* **Data**
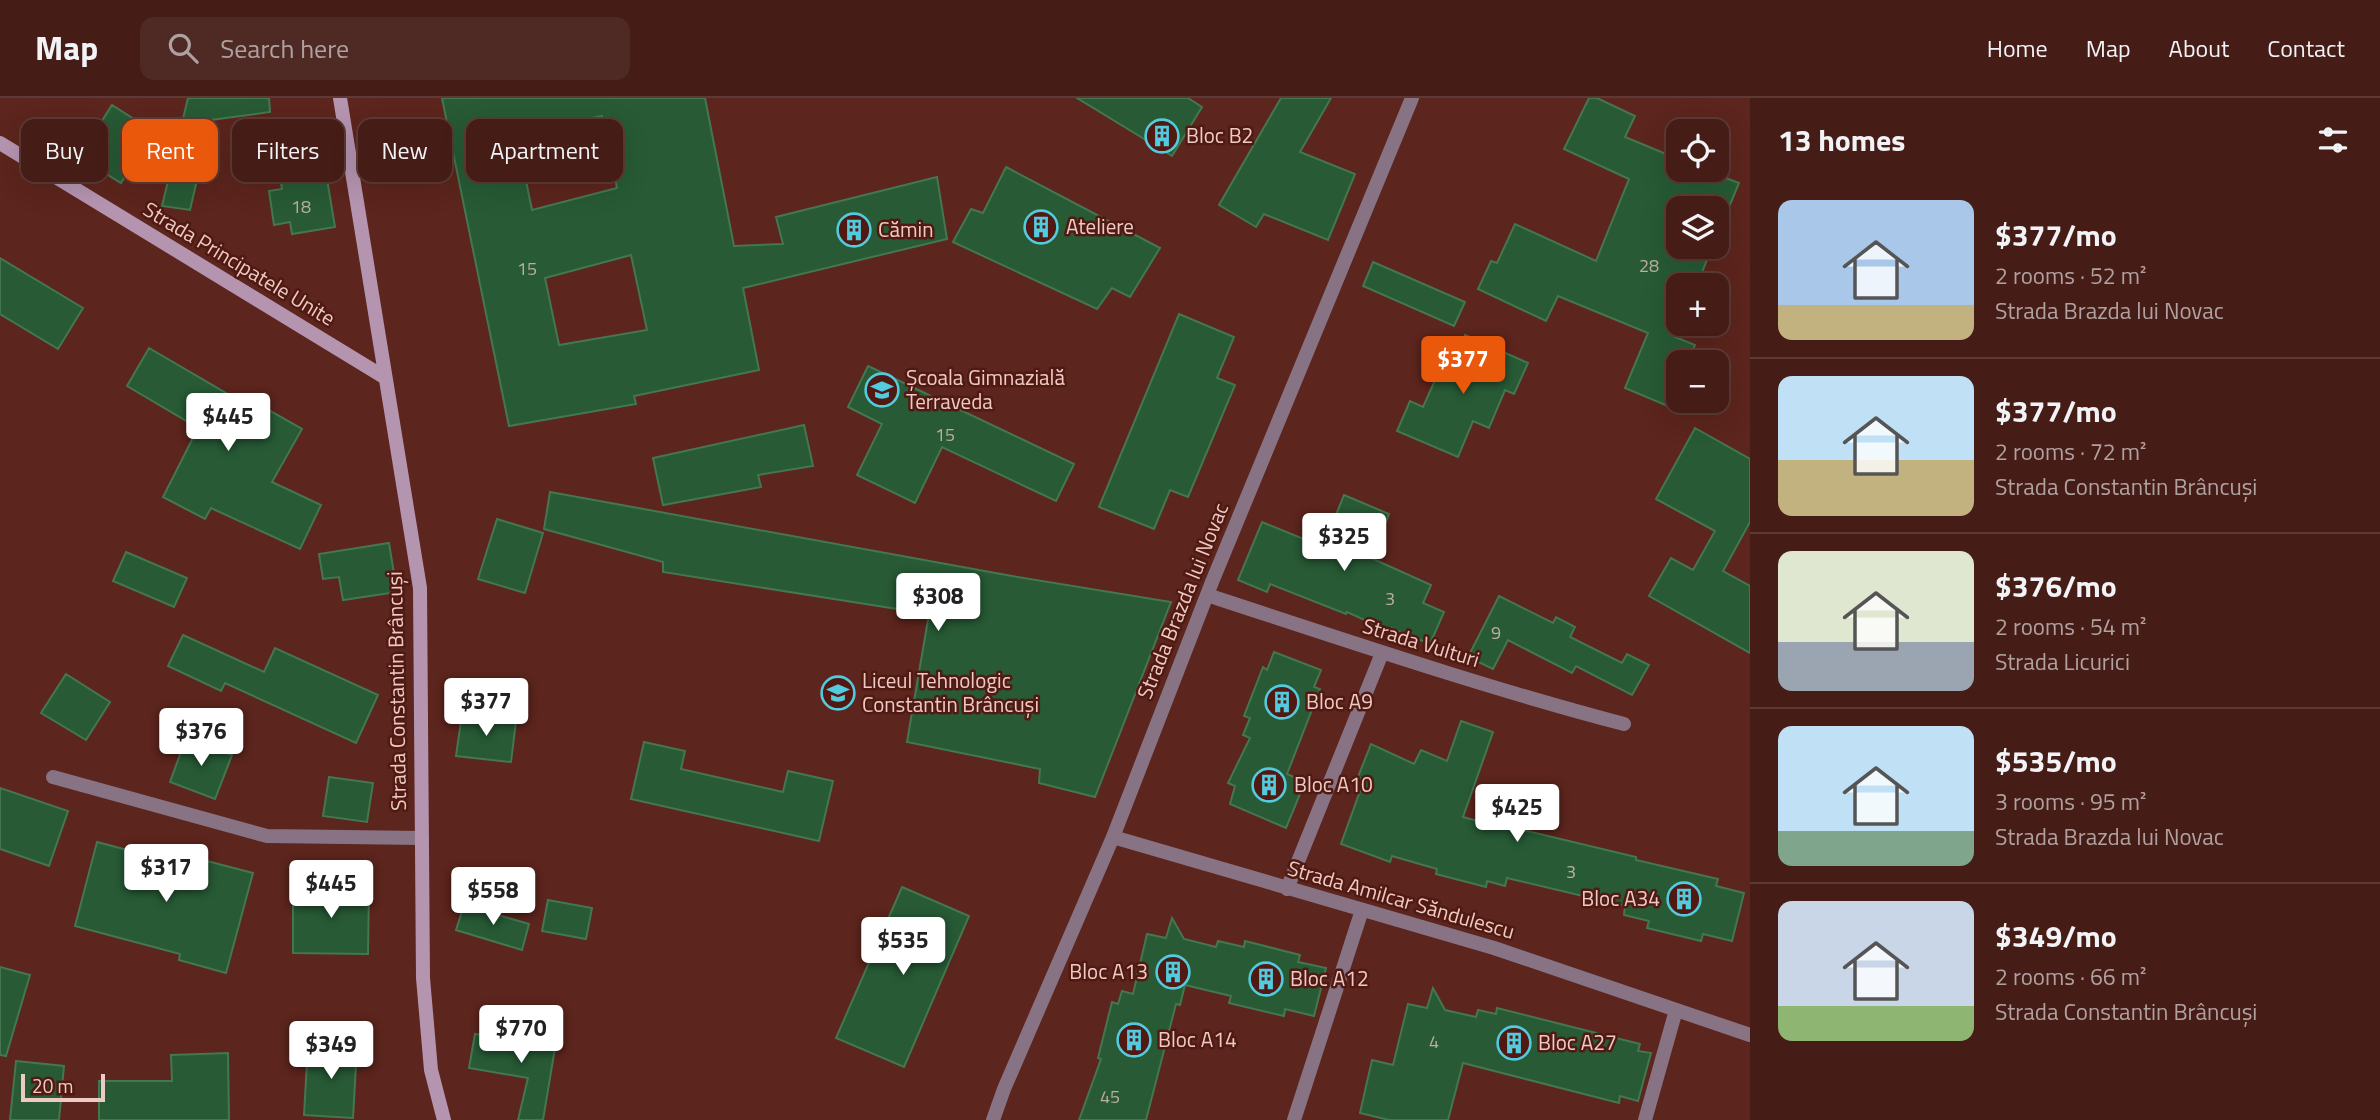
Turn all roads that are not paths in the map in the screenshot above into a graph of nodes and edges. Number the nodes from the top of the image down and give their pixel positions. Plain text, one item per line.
1 (340, 98) edge
2 (1412, 98) edge
3 (0, 143) edge
4 (384, 377) junction
5 (1207, 595) junction
6 (1382, 653) junction
7 (1624, 724) dead end
8 (53, 777) dead end
9 (1113, 837) junction
10 (422, 838) junction
11 (1287, 888) junction
12 (1362, 910) junction
13 (1676, 1010) junction
14 (1750, 1035) edge
15 (444, 1120) edge
16 (993, 1120) edge
17 (1294, 1120) edge
18 (1645, 1120) edge

1 - 4 street, Strada Constantin Brâncuși
2 - 5 street, Strada Brazda lui Novac
3 - 4 street, Strada Principatele Unite
4 - 10 street, Strada Constantin Brâncuși
5 - 6 street, Strada Vulturi
5 - 9 street, Strada Brazda lui Novac
6 - 7 street, Strada Vulturi
6 - 11 street
8 - 10 street
9 - 11 street, Strada Amilcar Săndulescu
9 - 16 street, Strada Brazda lui Novac
10 - 15 street, Strada Constantin Brâncuși
11 - 12 street, Strada Amilcar Săndulescu
12 - 13 street, Strada Amilcar Săndulescu
12 - 17 street
13 - 14 street, Strada Amilcar Săndulescu
13 - 18 street

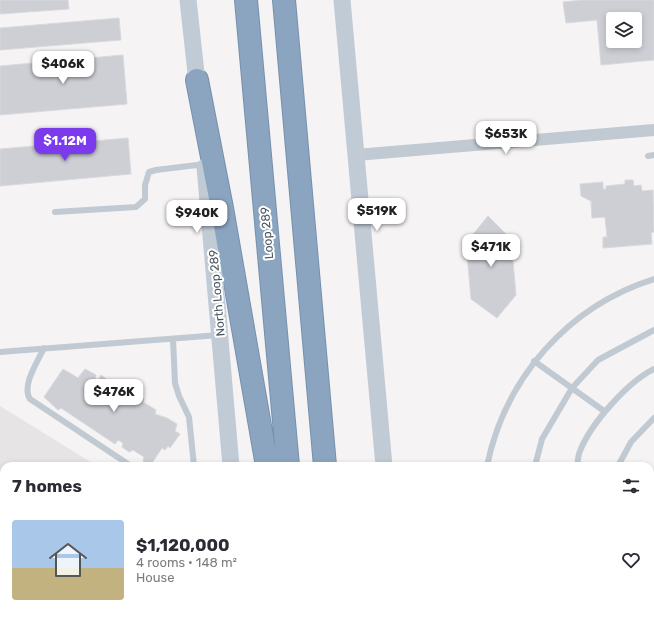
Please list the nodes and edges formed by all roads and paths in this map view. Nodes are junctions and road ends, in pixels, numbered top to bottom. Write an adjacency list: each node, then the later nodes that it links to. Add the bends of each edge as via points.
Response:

* **Exercise description**
Your answer should hold only the lines from the one with "Please list the" through the end of the listing above, both ends included, written out exactly.

* **Solution below**
Please list the nodes and edges formed by all roads and paths in this map view. Nodes are junctions and road ends, in pixels, numbered top to bottom. Write an adjacency list: each node, then the later nodes that it links to. Add the bends of each edge as via points.
Response:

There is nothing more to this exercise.